→ **EXERCISE**
Please count how many lines below contain the word "highway" and give nothing but that figure.

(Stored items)
════════

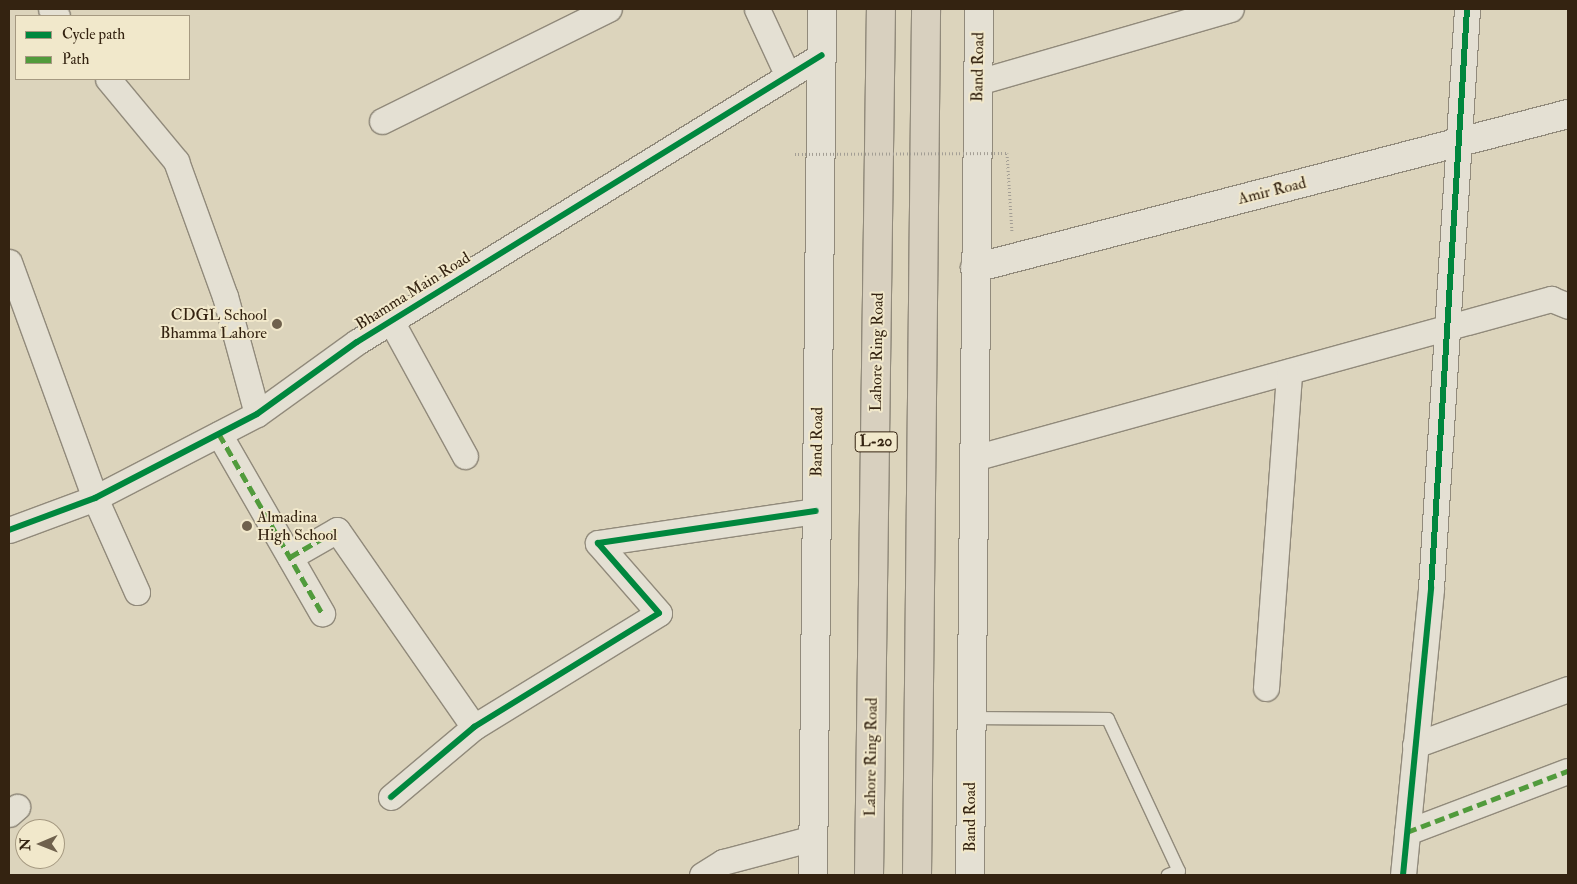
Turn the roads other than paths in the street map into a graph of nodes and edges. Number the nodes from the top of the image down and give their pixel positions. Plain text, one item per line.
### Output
1 (609, 9) edge
2 (757, 9) edge
3 (822, 9) edge
4 (881, 9) edge
5 (926, 9) edge
6 (979, 9) edge
7 (1232, 9) edge
8 (1467, 9) edge
9 (822, 56) junction
10 (788, 76) junction
11 (109, 80) edge
12 (978, 82) junction
13 (1568, 114) edge
14 (382, 121) dead end
15 (1461, 142) junction
16 (9, 262) edge
17 (975, 268) junction
18 (1568, 306) edge
19 (390, 321) junction
20 (1449, 327) junction
21 (1290, 372) junction
22 (257, 414) junction
23 (219, 434) junction
24 (465, 456) dead end
25 (974, 458) junction
26 (95, 498) junction
27 (816, 511) junction
28 (9, 530) edge
29 (290, 557) junction
30 (137, 592) dead end
31 (322, 613) dead end
32 (1266, 688) dead end
33 (1568, 689) edge
34 (971, 718) junction
35 (474, 727) junction
36 (1416, 745) junction
37 (1568, 771) edge
38 (392, 796) dead end
39 (1407, 832) junction
40 (813, 838) junction
41 (702, 875) edge
42 (813, 875) edge
43 (869, 875) edge
44 (917, 875) edge
45 (970, 875) edge
46 (1168, 875) edge
47 (1403, 875) edge

1 - 14 street
2 - 10 street
3 - 9 main road, Band Road
4 - 43 highway, Lahore Ring Road / L-20
5 - 44 highway, L-20
6 - 12 main road, Band Road
7 - 12 street
8 - 15 street
9 - 10 street, Bhamma Main Road
9 - 27 main road, Band Road
10 - 19 street, Bhamma Main Road
11 - 22 street
12 - 17 main road, Band Road
13 - 15 main road, Amir Road
15 - 17 main road, Amir Road
15 - 20 street
16 - 26 street
17 - 25 main road, Band Road
18 - 20 street
19 - 22 street, Bhamma Main Road
19 - 24 street
20 - 21 street
20 - 36 street
21 - 25 street
21 - 32 street
22 - 23 street, Bhamma Main Road
23 - 26 street, Bhamma Main Road
23 - 29 street
25 - 34 main road, Band Road
26 - 28 street, Bhamma Main Road
26 - 30 street
27 - 35 street
27 - 40 main road, Band Road
29 - 31 street
29 - 35 street
33 - 36 street
34 - 45 main road, Band Road
34 - 46 lane
35 - 38 street
36 - 39 street
37 - 39 street
39 - 47 street
40 - 41 street
40 - 42 main road, Band Road

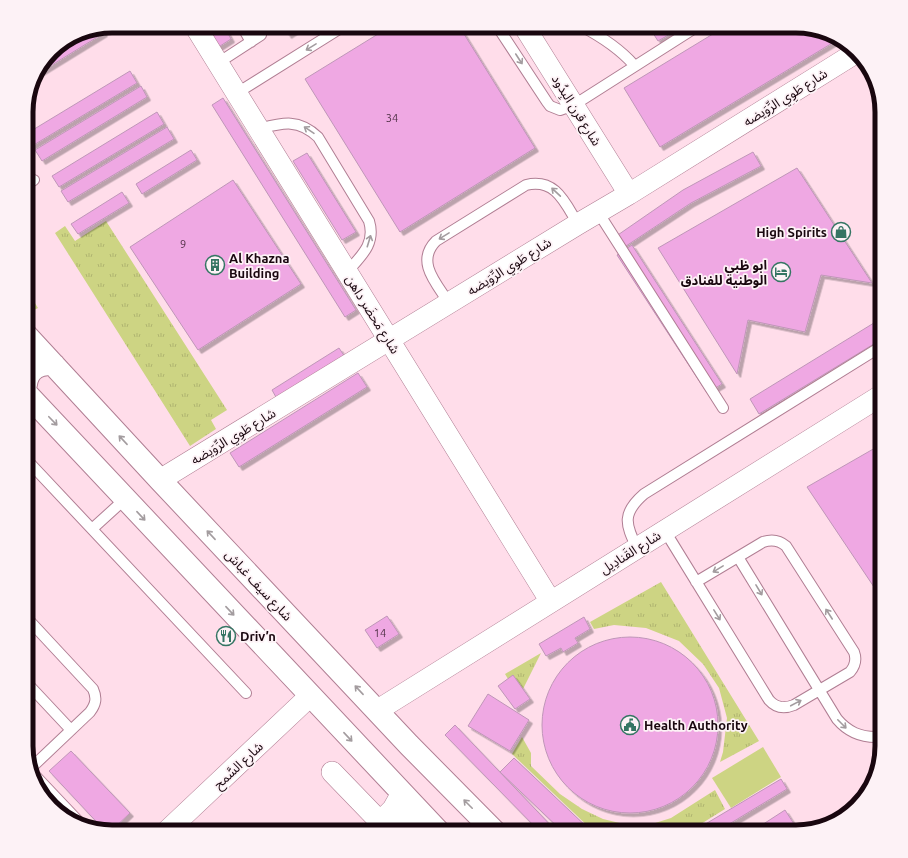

════════

→ **OUTPUT FOR THIS TASK**
2